(Task brief): Determine how many lines in the entries contain the word "links", and give that number with no other text.

Records from a collection:
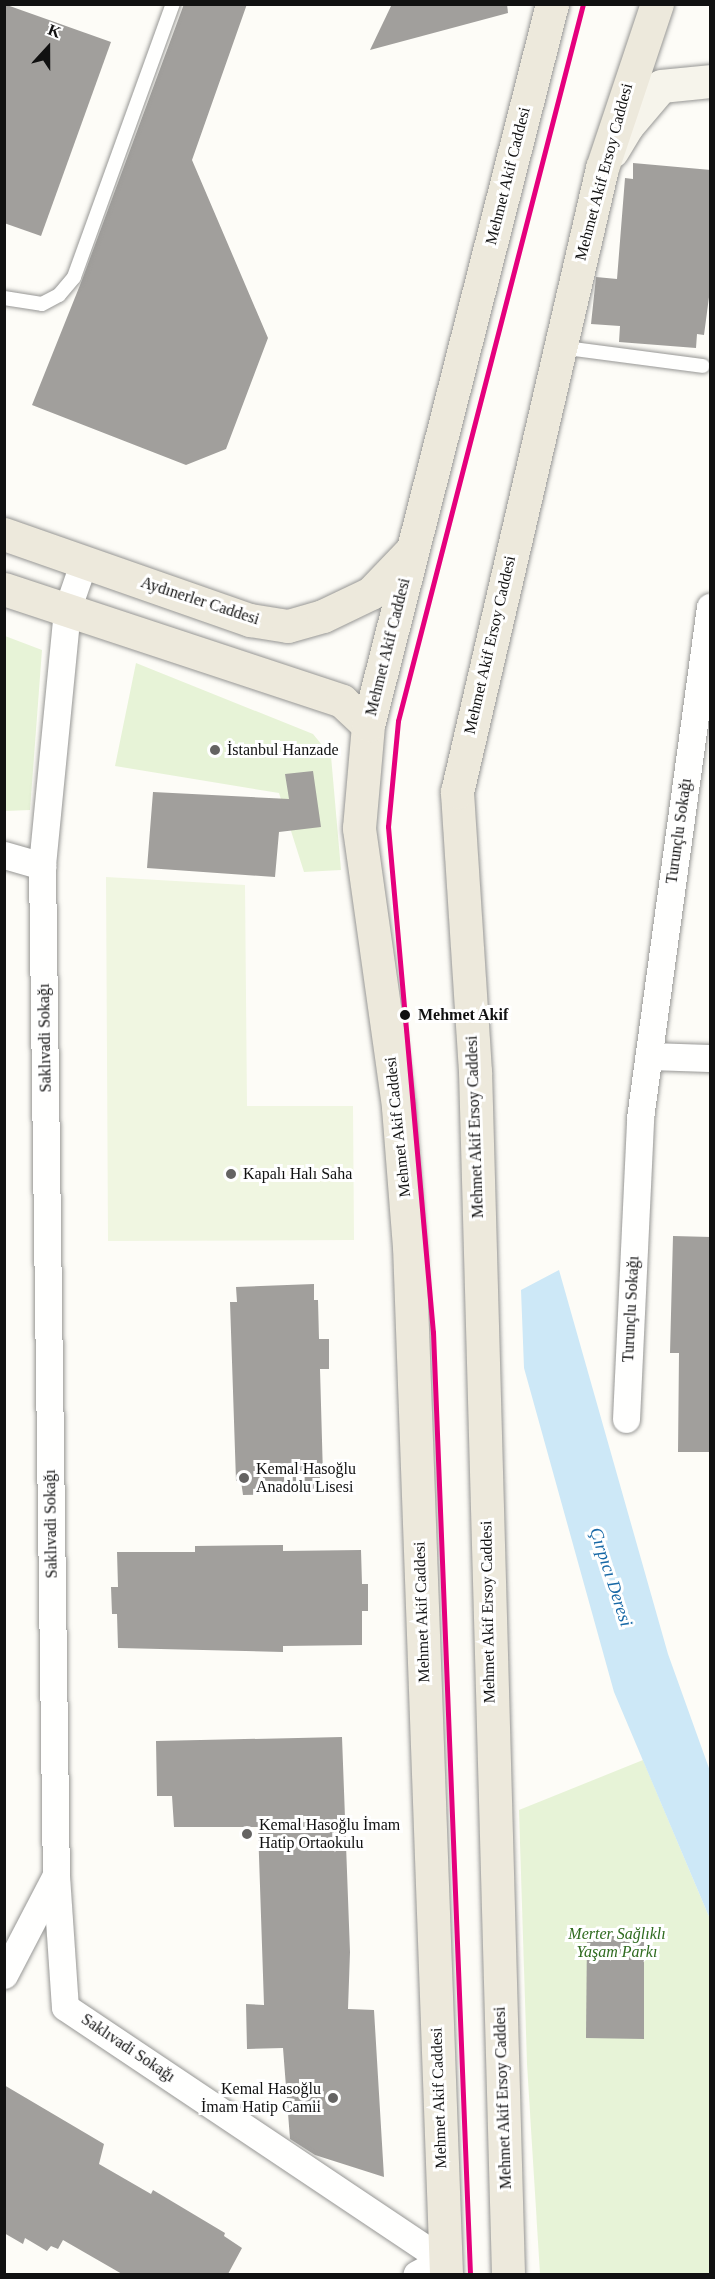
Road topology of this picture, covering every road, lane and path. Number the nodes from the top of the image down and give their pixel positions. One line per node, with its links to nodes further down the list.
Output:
1 (173, 4): 6 (lane)
2 (552, 4): 10 (main road, Mehmet Akif Caddesi)
3 (657, 4): 5 (main road, Mehmet Akif Ersoy Caddesi)
4 (711, 81): 5 (main road)
5 (602, 168): 7 (main road, Mehmet Akif Ersoy Caddesi)
6 (4, 298)
7 (559, 347): 8 (lane); 25 (main road, Mehmet Akif Ersoy Caddesi)
8 (703, 366)
9 (4, 534): 11 (main road, Aydınerler Caddesi)
10 (413, 549): 11 (main road, Aydınerler Caddesi); 15 (main road, Mehmet Akif Caddesi)
11 (84, 561): 14 (street, Saklıvadi Sokağı)
12 (4, 589): 14 (main road)
13 (711, 607): 18 (street, Turunçlu Sokağı)
14 (67, 610): 15 (main road); 17 (street, Saklıvadi Sokağı)
15 (368, 724): 24 (main road, Mehmet Akif Caddesi)
16 (4, 855): 17 (street)
17 (42, 866): 21 (street, Saklıvadi Sokağı)
18 (649, 1056): 19 (street); 20 (street, Turunçlu Sokağı)
19 (711, 1058)
20 (626, 1419)
21 (56, 1876): 22 (street); 23 (street, Saklıvadi Sokağı)
22 (4, 1975)
23 (417, 2274)
24 (446, 2274)
25 (508, 2274)

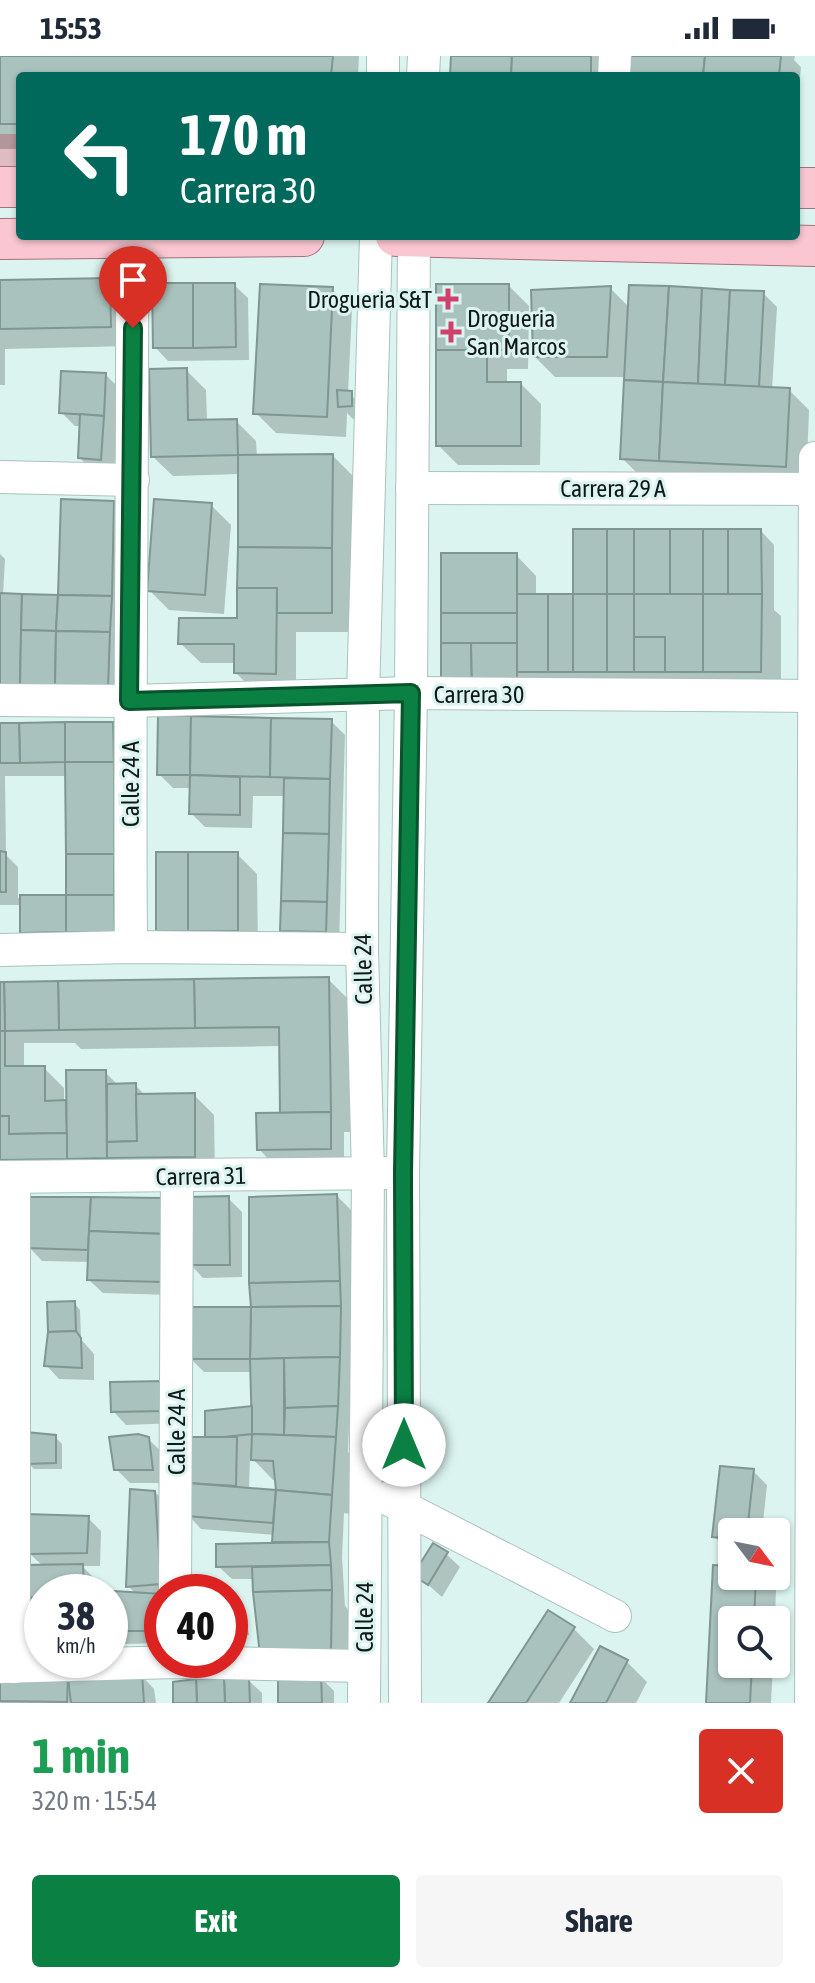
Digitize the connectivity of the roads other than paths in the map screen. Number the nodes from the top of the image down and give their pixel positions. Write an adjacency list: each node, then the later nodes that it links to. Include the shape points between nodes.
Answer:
1 (132, 240): 8 (street, Calle 24 A)
2 (376, 240): 12 (street, Calle 24)
3 (414, 240): 9 (street, Calle 24)
4 (574, 240): 5 (main road)
5 (815, 246)
6 (815, 458): 10 (street)
7 (0, 477): 8 (street)
8 (133, 480): 15 (street, Calle 24 A)
9 (412, 488): 10 (street, Carrera 29 A); 11 (street, Calle 24)
10 (815, 489): 13 (street)
11 (411, 693): 12 (street, Carrera 30); 13 (street, Carrera 30); 20 (street, Calle 24)
12 (363, 695): 15 (street, Carrera 30); 18 (street, Calle 24)
13 (814, 696): 16 (street)
14 (0, 700): 15 (street, Carrera 30)
15 (129, 701): 17 (street, Calle 24 A)
16 (815, 941): 21 (street)
17 (131, 947): 18 (street); 19 (street)
18 (362, 949): 22 (street, Calle 24)
19 (0, 950)
20 (403, 1173): 22 (street, Carrera 31); 27 (street, Calle 24)
21 (815, 1173): 25 (street)
22 (368, 1174): 23 (street, Carrera 31); 26 (street, Calle 24)
23 (177, 1176): 24 (street, Carrera 31); 30 (street, Calle 24 A)
24 (7, 1177): 29 (street)
25 (813, 1376): 28 (street)
26 (365, 1489): 27 (street); 34 (street, Calle 24)
27 (404, 1506): 31 (street); 37 (street, Calle 24)
28 (813, 1513): 38 (street)
29 (8, 1528): 35 (street)
30 (175, 1574)
31 (615, 1616)
32 (144, 1662): 35 (street)
33 (248, 1663): 34 (street)
34 (364, 1666): 36 (street, Calle 24)
35 (7, 1667)
36 (364, 1703)
37 (405, 1703)
38 (811, 1703)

(Result of this task): 2